Your task:
Among the following entries, how many lines hold the string "VIII"? State only the number.

Material for this task:

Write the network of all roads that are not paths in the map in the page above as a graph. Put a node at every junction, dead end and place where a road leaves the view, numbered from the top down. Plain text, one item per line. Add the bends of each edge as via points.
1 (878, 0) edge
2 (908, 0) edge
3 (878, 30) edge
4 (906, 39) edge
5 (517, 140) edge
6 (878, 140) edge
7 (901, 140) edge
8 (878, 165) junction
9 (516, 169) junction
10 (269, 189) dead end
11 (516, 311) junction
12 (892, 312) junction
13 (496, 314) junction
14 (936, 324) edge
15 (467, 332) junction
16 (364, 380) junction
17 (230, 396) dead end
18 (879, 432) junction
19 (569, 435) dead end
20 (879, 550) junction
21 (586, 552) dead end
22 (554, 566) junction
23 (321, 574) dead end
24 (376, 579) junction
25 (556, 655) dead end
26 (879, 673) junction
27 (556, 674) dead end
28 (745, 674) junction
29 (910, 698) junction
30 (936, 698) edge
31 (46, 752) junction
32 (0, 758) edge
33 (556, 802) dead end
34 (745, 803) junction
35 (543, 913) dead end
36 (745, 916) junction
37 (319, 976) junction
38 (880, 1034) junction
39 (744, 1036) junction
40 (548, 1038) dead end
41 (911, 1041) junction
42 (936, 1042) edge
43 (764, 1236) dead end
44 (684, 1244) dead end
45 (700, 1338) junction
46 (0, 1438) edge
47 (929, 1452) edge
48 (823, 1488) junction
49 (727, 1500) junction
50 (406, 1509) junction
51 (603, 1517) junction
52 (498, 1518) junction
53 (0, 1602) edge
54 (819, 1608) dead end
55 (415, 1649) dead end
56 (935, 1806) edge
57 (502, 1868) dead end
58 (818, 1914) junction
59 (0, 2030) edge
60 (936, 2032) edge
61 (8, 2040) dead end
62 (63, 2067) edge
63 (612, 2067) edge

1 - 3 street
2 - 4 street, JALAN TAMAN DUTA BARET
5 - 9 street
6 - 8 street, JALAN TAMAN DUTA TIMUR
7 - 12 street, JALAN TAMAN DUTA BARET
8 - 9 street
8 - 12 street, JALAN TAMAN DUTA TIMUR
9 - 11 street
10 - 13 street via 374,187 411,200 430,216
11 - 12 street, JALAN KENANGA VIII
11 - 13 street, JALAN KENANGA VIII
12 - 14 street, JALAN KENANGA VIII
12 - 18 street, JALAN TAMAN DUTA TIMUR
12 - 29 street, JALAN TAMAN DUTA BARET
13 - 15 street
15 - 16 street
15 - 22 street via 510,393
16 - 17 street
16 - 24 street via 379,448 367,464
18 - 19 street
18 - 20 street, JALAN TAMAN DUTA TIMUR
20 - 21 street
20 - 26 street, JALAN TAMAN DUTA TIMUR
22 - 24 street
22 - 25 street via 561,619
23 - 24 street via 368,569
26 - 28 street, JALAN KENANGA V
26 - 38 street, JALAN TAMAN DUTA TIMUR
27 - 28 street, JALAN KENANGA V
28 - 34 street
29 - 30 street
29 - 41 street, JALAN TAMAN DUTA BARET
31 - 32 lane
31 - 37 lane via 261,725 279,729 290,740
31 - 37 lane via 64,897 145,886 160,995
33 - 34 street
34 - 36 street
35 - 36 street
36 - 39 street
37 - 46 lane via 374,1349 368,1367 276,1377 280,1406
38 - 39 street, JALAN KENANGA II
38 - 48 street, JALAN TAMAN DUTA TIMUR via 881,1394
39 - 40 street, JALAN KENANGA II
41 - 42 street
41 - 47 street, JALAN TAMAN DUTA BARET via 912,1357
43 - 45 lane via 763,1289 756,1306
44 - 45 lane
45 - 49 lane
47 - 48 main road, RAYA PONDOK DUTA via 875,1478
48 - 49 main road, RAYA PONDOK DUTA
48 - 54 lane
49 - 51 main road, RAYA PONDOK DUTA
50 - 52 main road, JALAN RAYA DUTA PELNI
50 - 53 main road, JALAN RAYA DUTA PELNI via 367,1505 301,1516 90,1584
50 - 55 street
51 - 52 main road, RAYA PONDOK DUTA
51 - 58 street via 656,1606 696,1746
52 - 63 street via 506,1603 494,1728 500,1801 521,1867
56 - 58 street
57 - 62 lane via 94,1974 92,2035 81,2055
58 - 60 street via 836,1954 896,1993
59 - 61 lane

Result of the exercise:
3